The Ohio Supreme Court this morning held that the custodian of public records has burden to show why requested material is exempt from disclosure under the state’s public records law.
Case in point was a public records request to the Ohio State Highway Patrol in 2011 seeking records related to traffic incidents involving a particular trooper, and plaintiff’s allegation that, while the Patrol had provided some of the materials requested, it didn’t release others believed to be public record. In a March 2012 letter, the Patrol confirmed that it refused to provide certain records because they were “investigatory work product” for an ongoing criminal investigation so they weren’t subject to disclosure under the public records law. Specifically, the Patrol did not release impaired-driver reports and the Patrol cruiser’s video/ audio recordings related to a traffic stop, detention, arrest, and transport of a particular person on July 15 or 16, 2011, with the Patrol holding that “information regarding open/pending criminal cases is being withheld” because of the investigatory-work-product exception to the Public Records Act, R.C. 149.43(A)(1)(h) and (2)
The Court’s summary reported the Twelfth District Court of Appeals was petitioned for a writ of mandamus to force the release of these records and had detailed numerous problems in the case, including procedural mistakes, contradictory and unsupported claims, and a faulty timeline, but it agreed to consider his affidavit and evidence; concluding there hadn’t been a clear legal right established, by clear and convincing evidence, to the records. [Twelfth District's holding ]

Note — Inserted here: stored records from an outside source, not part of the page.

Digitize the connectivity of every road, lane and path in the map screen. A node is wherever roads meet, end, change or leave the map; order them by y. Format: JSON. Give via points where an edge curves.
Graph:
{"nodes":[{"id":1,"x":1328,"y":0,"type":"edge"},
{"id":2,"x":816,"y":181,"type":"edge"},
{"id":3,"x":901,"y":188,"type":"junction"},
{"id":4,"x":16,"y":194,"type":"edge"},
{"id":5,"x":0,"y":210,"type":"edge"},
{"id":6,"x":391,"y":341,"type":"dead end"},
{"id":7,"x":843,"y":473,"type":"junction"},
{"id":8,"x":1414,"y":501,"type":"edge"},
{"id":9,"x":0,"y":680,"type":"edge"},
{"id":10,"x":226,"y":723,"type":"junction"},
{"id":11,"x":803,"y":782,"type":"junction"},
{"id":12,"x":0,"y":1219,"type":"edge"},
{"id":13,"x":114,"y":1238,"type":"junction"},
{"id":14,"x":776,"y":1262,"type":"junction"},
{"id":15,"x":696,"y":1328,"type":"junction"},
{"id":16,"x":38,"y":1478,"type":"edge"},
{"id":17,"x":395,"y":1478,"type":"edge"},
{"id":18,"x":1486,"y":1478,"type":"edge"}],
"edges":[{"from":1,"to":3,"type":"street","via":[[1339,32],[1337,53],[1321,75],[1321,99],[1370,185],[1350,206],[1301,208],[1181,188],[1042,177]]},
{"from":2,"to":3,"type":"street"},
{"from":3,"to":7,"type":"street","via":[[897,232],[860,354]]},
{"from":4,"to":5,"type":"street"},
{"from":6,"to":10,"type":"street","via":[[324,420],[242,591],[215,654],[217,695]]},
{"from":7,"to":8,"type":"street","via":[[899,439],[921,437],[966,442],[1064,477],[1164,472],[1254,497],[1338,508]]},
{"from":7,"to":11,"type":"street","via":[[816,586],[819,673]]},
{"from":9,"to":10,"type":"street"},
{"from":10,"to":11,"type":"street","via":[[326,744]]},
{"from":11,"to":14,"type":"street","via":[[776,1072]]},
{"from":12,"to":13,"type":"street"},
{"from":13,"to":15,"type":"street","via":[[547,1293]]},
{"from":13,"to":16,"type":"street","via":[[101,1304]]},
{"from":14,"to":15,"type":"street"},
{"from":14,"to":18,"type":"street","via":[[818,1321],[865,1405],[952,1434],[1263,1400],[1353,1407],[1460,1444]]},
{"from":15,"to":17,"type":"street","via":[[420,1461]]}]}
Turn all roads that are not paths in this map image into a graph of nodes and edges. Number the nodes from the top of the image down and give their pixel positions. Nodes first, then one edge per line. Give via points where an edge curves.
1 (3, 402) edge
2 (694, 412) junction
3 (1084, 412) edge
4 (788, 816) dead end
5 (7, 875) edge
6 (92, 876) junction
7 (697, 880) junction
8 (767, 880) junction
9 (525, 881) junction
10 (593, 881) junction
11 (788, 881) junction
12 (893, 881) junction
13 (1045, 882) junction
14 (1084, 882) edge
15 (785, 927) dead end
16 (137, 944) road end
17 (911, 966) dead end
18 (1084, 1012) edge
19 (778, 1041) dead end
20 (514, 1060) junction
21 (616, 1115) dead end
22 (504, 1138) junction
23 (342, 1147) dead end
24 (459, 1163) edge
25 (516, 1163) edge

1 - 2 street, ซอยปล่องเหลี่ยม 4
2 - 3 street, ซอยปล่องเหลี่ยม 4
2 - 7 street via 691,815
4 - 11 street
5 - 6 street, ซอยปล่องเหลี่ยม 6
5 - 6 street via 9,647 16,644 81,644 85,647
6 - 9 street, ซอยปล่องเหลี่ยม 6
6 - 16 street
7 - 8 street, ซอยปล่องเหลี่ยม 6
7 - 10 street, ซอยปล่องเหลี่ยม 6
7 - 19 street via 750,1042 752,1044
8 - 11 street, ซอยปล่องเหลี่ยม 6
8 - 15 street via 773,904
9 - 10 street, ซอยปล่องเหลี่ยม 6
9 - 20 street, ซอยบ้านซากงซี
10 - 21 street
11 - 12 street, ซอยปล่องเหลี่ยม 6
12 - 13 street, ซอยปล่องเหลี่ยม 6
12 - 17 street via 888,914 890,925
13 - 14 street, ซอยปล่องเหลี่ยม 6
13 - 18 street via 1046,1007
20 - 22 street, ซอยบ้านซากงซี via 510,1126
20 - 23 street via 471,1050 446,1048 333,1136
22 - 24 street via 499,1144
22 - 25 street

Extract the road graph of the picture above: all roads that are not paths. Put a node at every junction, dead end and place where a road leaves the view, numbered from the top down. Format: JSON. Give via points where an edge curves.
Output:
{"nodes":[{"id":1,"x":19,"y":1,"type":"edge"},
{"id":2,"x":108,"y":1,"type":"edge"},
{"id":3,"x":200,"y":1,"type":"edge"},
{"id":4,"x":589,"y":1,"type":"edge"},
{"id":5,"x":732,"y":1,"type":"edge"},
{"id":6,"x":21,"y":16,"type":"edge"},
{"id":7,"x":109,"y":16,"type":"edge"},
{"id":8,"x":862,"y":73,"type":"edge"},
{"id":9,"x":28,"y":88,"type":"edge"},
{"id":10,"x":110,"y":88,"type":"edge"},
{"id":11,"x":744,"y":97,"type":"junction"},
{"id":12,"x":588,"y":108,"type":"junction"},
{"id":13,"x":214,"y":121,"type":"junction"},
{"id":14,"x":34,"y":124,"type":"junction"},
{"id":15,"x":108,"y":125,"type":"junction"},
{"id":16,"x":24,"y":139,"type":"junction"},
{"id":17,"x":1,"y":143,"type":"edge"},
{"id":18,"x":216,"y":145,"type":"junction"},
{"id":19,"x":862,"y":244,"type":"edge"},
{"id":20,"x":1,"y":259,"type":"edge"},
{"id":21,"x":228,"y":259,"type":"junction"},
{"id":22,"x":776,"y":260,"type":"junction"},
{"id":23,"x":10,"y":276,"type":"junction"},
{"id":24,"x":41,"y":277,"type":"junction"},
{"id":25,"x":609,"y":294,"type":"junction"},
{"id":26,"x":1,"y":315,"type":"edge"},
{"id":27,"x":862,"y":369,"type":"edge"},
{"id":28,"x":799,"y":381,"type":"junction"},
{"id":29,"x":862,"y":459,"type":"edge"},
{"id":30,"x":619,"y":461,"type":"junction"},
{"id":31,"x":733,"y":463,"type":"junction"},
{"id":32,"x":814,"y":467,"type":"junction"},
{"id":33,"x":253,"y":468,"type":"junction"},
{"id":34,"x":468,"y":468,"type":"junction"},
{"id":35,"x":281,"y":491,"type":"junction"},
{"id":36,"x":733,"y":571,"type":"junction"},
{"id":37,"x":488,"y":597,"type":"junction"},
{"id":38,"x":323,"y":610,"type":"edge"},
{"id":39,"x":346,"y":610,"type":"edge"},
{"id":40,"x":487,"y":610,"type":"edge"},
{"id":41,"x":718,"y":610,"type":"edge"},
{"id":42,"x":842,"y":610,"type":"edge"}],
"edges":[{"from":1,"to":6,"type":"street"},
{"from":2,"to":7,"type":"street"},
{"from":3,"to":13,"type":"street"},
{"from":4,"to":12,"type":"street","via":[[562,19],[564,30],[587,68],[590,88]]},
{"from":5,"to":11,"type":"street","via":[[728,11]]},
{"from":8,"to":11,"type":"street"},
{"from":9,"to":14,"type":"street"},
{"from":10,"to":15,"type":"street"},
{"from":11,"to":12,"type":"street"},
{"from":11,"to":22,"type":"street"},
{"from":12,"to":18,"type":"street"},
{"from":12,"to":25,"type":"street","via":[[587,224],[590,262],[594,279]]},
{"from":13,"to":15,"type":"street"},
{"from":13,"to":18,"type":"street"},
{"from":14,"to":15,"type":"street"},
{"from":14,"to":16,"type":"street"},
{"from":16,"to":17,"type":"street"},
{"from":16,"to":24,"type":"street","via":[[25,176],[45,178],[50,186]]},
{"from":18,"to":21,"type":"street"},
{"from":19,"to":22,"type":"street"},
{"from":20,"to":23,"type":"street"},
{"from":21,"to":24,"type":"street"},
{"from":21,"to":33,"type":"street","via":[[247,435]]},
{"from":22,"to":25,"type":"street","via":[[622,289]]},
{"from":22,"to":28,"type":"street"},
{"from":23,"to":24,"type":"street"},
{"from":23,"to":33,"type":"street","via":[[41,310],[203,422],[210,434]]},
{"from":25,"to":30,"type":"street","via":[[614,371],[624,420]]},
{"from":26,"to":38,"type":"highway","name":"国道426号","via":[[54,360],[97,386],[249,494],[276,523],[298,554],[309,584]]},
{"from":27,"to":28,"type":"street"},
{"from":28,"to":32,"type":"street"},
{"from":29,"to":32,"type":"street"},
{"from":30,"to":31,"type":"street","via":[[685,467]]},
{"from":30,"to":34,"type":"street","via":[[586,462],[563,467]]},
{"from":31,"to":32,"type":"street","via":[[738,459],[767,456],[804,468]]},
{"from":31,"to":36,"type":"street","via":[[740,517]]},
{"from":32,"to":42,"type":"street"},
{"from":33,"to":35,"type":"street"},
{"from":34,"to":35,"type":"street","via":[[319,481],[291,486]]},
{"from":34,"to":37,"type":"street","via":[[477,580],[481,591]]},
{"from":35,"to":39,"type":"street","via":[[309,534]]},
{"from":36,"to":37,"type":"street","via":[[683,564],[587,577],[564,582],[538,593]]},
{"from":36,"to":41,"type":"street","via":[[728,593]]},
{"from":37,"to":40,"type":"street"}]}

While the Supreme Court notes in today’s ruling that the evidence was incomplete and presented in a confusing way, it also states that the Patrol’s letter refusing to release some public records is clear and convincing evidence that the plaintiff had stated a sufficient reason to be given the records and the patrol did not provide them.
“Once the patrol refused to provide the requested records, it must show that they were exempt from disclosure based on one of the public records statute’s exceptions,” the court said. “Exceptions to disclosure under the Public Records Act are strictly construed against the public-records custodian, and the custodian has the burden to establish the applicability of an exception. A custodian does not meet this burden if it has not proven that the requested records fall squarely within the exception.”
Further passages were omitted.